In Elements Alpha and the new Liquid mainnet Sidechain, the witness is “segregated” into a different part of the block and is not covered by the txid hash. That means that nodes who want to reduce their download requirements can skip downloading witnesses for transactions with more than (say) 50,000 confirmations. However, now they can still use the block header merkle root to verify that all of the non-witness data (including the amounts transferred) are correct, and use that to build a correct UTXO set.
I can’t find a source right now, but I think I’ve heard Wuille and Maxwell say that for typical Bitcoin mainnet transactions, this would mean about 1/3 of the transaction data doesn’t have to be downloaded by nodes that don’t want to validate old signatures.

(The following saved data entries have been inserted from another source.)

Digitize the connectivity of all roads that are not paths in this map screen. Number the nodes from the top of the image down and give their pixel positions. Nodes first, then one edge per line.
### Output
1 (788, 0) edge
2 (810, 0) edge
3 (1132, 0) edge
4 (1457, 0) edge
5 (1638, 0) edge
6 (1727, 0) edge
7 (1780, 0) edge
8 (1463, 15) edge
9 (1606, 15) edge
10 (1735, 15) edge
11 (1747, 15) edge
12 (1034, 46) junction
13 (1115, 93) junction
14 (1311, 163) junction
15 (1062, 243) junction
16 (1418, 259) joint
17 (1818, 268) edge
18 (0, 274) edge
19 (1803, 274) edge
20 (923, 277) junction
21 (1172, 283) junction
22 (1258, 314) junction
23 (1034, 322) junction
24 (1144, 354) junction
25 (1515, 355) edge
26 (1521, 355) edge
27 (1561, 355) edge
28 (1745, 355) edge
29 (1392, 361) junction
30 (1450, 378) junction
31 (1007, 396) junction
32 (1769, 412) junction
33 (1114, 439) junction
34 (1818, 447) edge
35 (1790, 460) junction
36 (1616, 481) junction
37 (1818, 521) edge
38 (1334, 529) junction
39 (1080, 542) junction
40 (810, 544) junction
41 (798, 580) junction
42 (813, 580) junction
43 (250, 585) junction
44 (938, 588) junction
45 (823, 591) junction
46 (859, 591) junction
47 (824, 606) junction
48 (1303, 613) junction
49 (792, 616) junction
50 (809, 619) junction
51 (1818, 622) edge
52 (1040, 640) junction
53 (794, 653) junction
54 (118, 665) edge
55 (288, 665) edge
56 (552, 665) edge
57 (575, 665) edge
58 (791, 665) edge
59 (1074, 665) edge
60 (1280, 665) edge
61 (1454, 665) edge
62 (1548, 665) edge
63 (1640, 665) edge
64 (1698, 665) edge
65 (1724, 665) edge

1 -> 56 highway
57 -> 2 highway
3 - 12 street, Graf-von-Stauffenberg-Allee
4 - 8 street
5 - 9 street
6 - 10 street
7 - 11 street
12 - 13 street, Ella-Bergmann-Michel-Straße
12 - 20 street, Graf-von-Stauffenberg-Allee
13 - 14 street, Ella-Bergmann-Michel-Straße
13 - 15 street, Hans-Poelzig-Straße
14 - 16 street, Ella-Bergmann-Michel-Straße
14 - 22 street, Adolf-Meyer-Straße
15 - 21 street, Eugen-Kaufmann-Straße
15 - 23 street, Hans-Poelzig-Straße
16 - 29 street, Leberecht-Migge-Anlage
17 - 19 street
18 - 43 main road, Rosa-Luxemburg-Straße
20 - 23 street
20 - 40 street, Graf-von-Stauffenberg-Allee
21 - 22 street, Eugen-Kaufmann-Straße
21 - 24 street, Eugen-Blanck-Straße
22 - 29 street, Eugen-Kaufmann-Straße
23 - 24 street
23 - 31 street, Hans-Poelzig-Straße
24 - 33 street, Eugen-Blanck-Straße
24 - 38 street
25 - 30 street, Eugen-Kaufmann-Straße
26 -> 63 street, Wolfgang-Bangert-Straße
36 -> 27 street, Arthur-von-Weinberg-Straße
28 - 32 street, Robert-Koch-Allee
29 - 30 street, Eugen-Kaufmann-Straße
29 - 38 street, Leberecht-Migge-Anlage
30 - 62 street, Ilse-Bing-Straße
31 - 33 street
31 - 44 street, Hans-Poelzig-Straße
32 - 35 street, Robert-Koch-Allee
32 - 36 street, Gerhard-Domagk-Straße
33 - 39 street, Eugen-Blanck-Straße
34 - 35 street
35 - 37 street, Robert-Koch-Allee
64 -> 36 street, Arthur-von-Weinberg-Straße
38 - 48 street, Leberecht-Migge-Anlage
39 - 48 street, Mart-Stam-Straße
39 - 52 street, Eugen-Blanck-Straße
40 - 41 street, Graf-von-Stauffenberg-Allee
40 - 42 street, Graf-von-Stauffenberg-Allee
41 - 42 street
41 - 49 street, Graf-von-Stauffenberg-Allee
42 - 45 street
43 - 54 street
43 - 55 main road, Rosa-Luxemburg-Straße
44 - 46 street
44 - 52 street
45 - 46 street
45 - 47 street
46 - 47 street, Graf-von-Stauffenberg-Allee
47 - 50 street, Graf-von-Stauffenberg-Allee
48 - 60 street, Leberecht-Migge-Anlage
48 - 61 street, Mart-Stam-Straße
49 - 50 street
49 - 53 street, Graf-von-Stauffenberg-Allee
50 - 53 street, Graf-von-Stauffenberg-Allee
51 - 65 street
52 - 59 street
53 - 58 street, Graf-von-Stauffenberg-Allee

On Elements Alpha where the witness is larger for transactions that use value blinding, this would mean 2/3 of the data doesn’t have to be downloaded.
As a bonus, segregated witness also “completely eliminates all known forms of transaction malleability” (Wuille’s description).
When will this appear in Bitcoin?
You’re in luck: just a few days ago (21 Oct 2015), Luke Dashjr presented an idea for how segregated witness can be soft forked onto Bitcoin mainnet. (Previously, it had been thought that a hard fork would be necessary.)
The payer pays to a scriptPubKey that always returns true but which contains the hash of a redeem script like P2SH does:
(I just made that up; I don’t know what the real construction will look like.)
When the person paid later goes to spend, they provide an empty scriptSig in the transaction itself. This is valid to old nodes, but upgraded nodes know to look somewhere else in the block for the actual scriptSig. The witness has been segregated.
For both old nodes and new nodes, they calculate the txid using the empty scriptSig, so the data covered by the merkle root still covers the important value amounts and references.
I don’t know exactly how well this compares to the segregated witness in Elements Alpha (does that cover the scriptPubKey as well?), but it does most of the work in a convenient soft forkable construction.
Since this is week-old engineering, it may change a lot or even be found to be unworkable in the coming months, so don’t expect to see it in the immediate future—but, long term, do expect to start seeing some new pre-download pruning options appear.